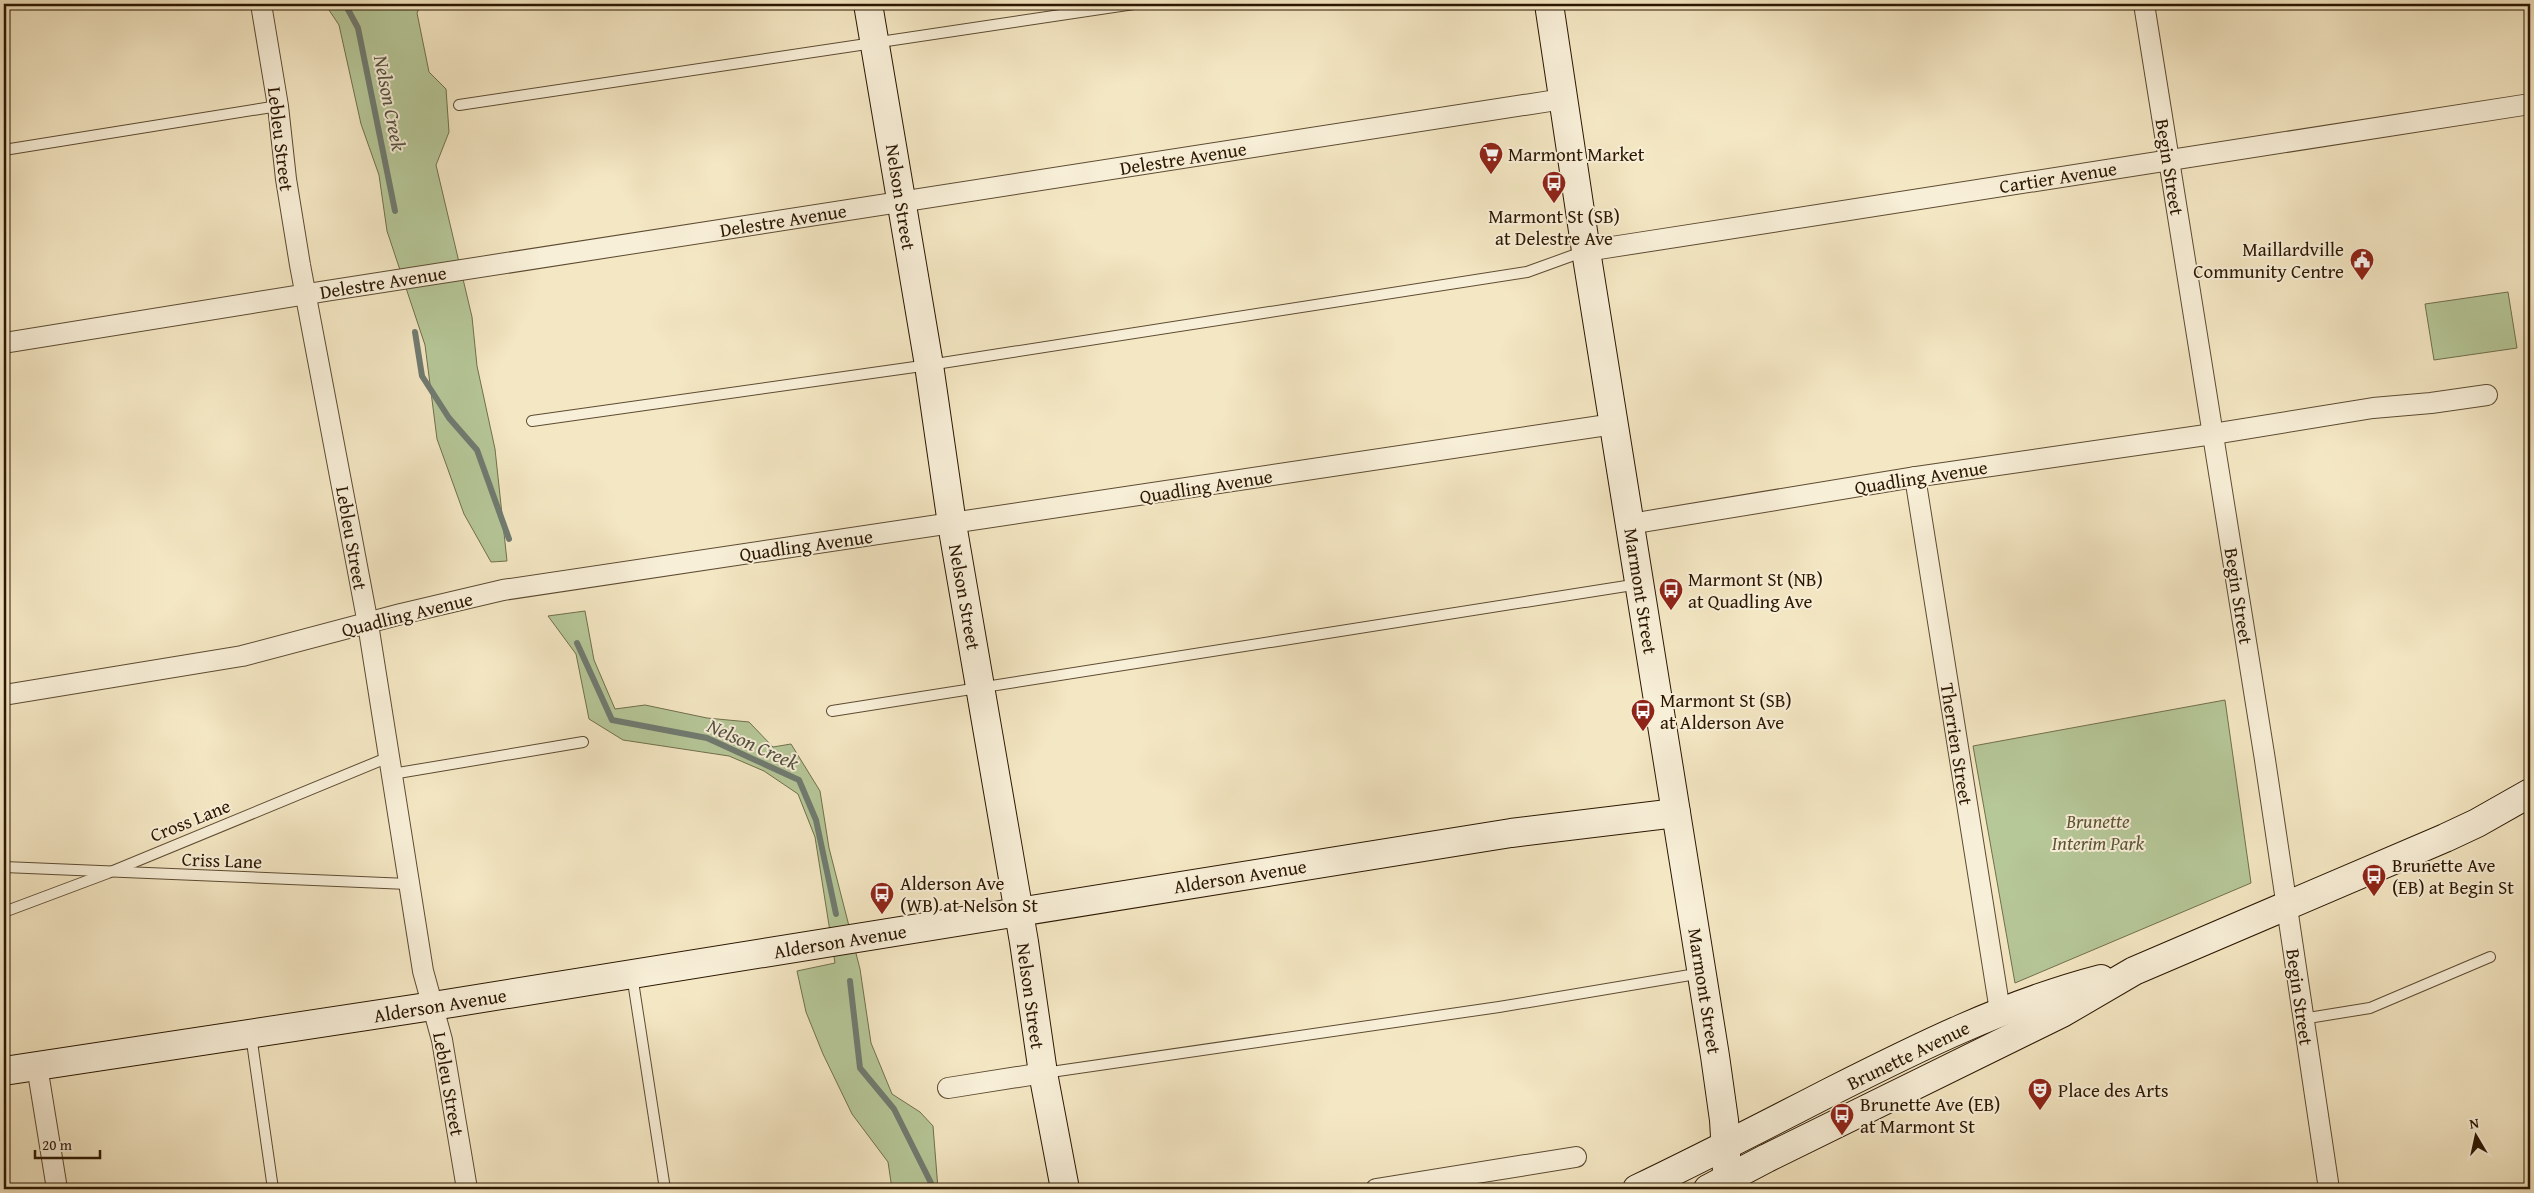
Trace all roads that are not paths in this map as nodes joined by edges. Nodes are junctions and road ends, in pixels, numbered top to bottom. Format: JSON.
{"nodes":[{"id":1,"x":261,"y":4,"type":"edge"},
{"id":2,"x":868,"y":4,"type":"edge"},
{"id":3,"x":1134,"y":4,"type":"edge"},
{"id":4,"x":1549,"y":4,"type":"edge"},
{"id":5,"x":2144,"y":4,"type":"edge"},
{"id":6,"x":875,"y":44,"type":"junction"},
{"id":7,"x":1563,"y":99,"type":"junction"},
{"id":8,"x":2530,"y":104,"type":"edge"},
{"id":9,"x":459,"y":105,"type":"dead end"},
{"id":10,"x":278,"y":106,"type":"junction"},
{"id":11,"x":4,"y":150,"type":"edge"},
{"id":12,"x":2169,"y":161,"type":"junction"},
{"id":13,"x":902,"y":201,"type":"junction"},
{"id":14,"x":1586,"y":251,"type":"junction"},
{"id":15,"x":306,"y":294,"type":"junction"},
{"id":16,"x":4,"y":343,"type":"edge"},
{"id":17,"x":929,"y":365,"type":"junction"},
{"id":18,"x":2487,"y":394,"type":"dead end"},
{"id":19,"x":532,"y":421,"type":"dead end"},
{"id":20,"x":1614,"y":424,"type":"junction"},
{"id":21,"x":2213,"y":434,"type":"junction"},
{"id":22,"x":1915,"y":477,"type":"junction"},
{"id":23,"x":952,"y":524,"type":"junction"},
{"id":24,"x":1630,"y":524,"type":"junction"},
{"id":25,"x":1641,"y":584,"type":"junction"},
{"id":26,"x":368,"y":624,"type":"junction"},
{"id":27,"x":981,"y":686,"type":"junction"},
{"id":28,"x":4,"y":695,"type":"edge"},
{"id":29,"x":832,"y":712,"type":"dead end"},
{"id":30,"x":583,"y":742,"type":"dead end"},
{"id":31,"x":390,"y":765,"type":"junction"},
{"id":32,"x":2530,"y":792,"type":"edge"},
{"id":33,"x":1676,"y":813,"type":"junction"},
{"id":34,"x":4,"y":868,"type":"edge"},
{"id":35,"x":108,"y":873,"type":"junction"},
{"id":36,"x":408,"y":884,"type":"junction"},
{"id":37,"x":2286,"y":906,"type":"junction"},
{"id":38,"x":4,"y":912,"type":"edge"},
{"id":39,"x":1018,"y":912,"type":"junction"},
{"id":40,"x":2490,"y":957,"type":"dead end"},
{"id":41,"x":2134,"y":971,"type":"junction"},
{"id":42,"x":1703,"y":972,"type":"junction"},
{"id":43,"x":632,"y":975,"type":"junction"},
{"id":44,"x":433,"y":1006,"type":"junction"},
{"id":45,"x":2000,"y":1011,"type":"junction"},
{"id":46,"x":2302,"y":1019,"type":"junction"},
{"id":47,"x":251,"y":1034,"type":"junction"},
{"id":48,"x":37,"y":1066,"type":"junction"},
{"id":49,"x":4,"y":1071,"type":"edge"},
{"id":50,"x":1043,"y":1073,"type":"junction"},
{"id":51,"x":948,"y":1088,"type":"dead end"},
{"id":52,"x":1726,"y":1143,"type":"junction"},
{"id":53,"x":1576,"y":1157,"type":"dead end"},
{"id":54,"x":1721,"y":1186,"type":"edge"},
{"id":55,"x":57,"y":1189,"type":"edge"},
{"id":56,"x":273,"y":1189,"type":"edge"},
{"id":57,"x":467,"y":1189,"type":"edge"},
{"id":58,"x":665,"y":1189,"type":"edge"},
{"id":59,"x":1065,"y":1189,"type":"edge"},
{"id":60,"x":1376,"y":1189,"type":"edge"},
{"id":61,"x":1637,"y":1189,"type":"edge"},
{"id":62,"x":2329,"y":1189,"type":"edge"}],
"edges":[{"from":1,"to":10,"type":"street","name":"Lebleu Street"},
{"from":2,"to":6,"type":"street","name":"Nelson Street"},
{"from":3,"to":6,"type":"lane"},
{"from":4,"to":7,"type":"street","name":"Marmont Street"},
{"from":5,"to":12,"type":"street","name":"Begin Street"},
{"from":6,"to":9,"type":"lane"},
{"from":6,"to":13,"type":"street","name":"Nelson Street"},
{"from":7,"to":13,"type":"street","name":"Delestre Avenue"},
{"from":7,"to":14,"type":"street","name":"Marmont Street"},
{"from":8,"to":12,"type":"street","name":"Cartier Avenue"},
{"from":10,"to":11,"type":"lane"},
{"from":10,"to":15,"type":"street","name":"Lebleu Street"},
{"from":12,"to":14,"type":"street","name":"Cartier Avenue"},
{"from":12,"to":21,"type":"street","name":"Begin Street"},
{"from":13,"to":15,"type":"street","name":"Delestre Avenue"},
{"from":13,"to":17,"type":"street","name":"Nelson Street"},
{"from":14,"to":17,"type":"lane"},
{"from":14,"to":20,"type":"street","name":"Marmont Street"},
{"from":15,"to":16,"type":"street","name":"Delestre Avenue"},
{"from":15,"to":26,"type":"street","name":"Lebleu Street"},
{"from":17,"to":19,"type":"lane"},
{"from":17,"to":23,"type":"street","name":"Nelson Street"},
{"from":18,"to":21,"type":"street","name":"Quadling Avenue"},
{"from":20,"to":23,"type":"street","name":"Quadling Avenue"},
{"from":20,"to":24,"type":"street","name":"Marmont Street"},
{"from":21,"to":22,"type":"street","name":"Quadling Avenue"},
{"from":21,"to":37,"type":"street","name":"Begin Street"},
{"from":22,"to":24,"type":"street","name":"Quadling Avenue"},
{"from":22,"to":45,"type":"street","name":"Therrien Street"},
{"from":23,"to":26,"type":"street","name":"Quadling Avenue"},
{"from":23,"to":27,"type":"street","name":"Nelson Street"},
{"from":24,"to":25,"type":"street","name":"Marmont Street"},
{"from":25,"to":27,"type":"lane"},
{"from":25,"to":33,"type":"street","name":"Marmont Street"},
{"from":26,"to":28,"type":"street","name":"Quadling Avenue"},
{"from":26,"to":31,"type":"street","name":"Lebleu Street"},
{"from":27,"to":29,"type":"lane"},
{"from":27,"to":39,"type":"street","name":"Nelson Street"},
{"from":30,"to":31,"type":"lane","name":"Cross Lane"},
{"from":31,"to":35,"type":"lane","name":"Cross Lane"},
{"from":31,"to":36,"type":"street","name":"Lebleu Street"},
{"from":32,"to":37,"type":"street","name":"Brunette Avenue"},
{"from":33,"to":39,"type":"street","name":"Alderson Avenue"},
{"from":33,"to":42,"type":"street","name":"Marmont Street"},
{"from":34,"to":35,"type":"lane","name":"Criss Lane"},
{"from":35,"to":36,"type":"lane","name":"Criss Lane"},
{"from":35,"to":38,"type":"lane","name":"Cross Lane"},
{"from":36,"to":44,"type":"street","name":"Lebleu Street"},
{"from":37,"to":41,"type":"street","name":"Brunette Avenue"},
{"from":37,"to":46,"type":"street","name":"Begin Street"},
{"from":39,"to":43,"type":"street","name":"Alderson Avenue"},
{"from":39,"to":50,"type":"street","name":"Nelson Street"},
{"from":40,"to":46,"type":"lane"},
{"from":41,"to":45,"type":"street","name":"Brunette Avenue"},
{"from":41,"to":54,"type":"street","name":"Brunette Avenue"},
{"from":42,"to":50,"type":"lane"},
{"from":42,"to":52,"type":"street","name":"Marmont Street"},
{"from":43,"to":44,"type":"street","name":"Alderson Avenue"},
{"from":43,"to":58,"type":"lane"},
{"from":44,"to":47,"type":"street","name":"Alderson Avenue"},
{"from":44,"to":57,"type":"street","name":"Lebleu Street"},
{"from":45,"to":52,"type":"street","name":"Brunette Avenue"},
{"from":46,"to":62,"type":"street","name":"Begin Street"},
{"from":47,"to":48,"type":"street","name":"Alderson Avenue"},
{"from":47,"to":56,"type":"lane"},
{"from":48,"to":49,"type":"street","name":"Alderson Avenue"},
{"from":48,"to":55,"type":"street"},
{"from":50,"to":51,"type":"street"},
{"from":50,"to":59,"type":"street","name":"Nelson Street"},
{"from":52,"to":54,"type":"street","name":"Marmont Street"},
{"from":52,"to":61,"type":"street","name":"Brunette Avenue"},
{"from":53,"to":60,"type":"street"}]}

= = = =

Return every line from the entries above that includes the word "dead".

*FINISHED TASK:*
{"id":9,"x":459,"y":105,"type":"dead end"},
{"id":18,"x":2487,"y":394,"type":"dead end"},
{"id":19,"x":532,"y":421,"type":"dead end"},
{"id":29,"x":832,"y":712,"type":"dead end"},
{"id":30,"x":583,"y":742,"type":"dead end"},
{"id":40,"x":2490,"y":957,"type":"dead end"},
{"id":51,"x":948,"y":1088,"type":"dead end"},
{"id":53,"x":1576,"y":1157,"type":"dead end"},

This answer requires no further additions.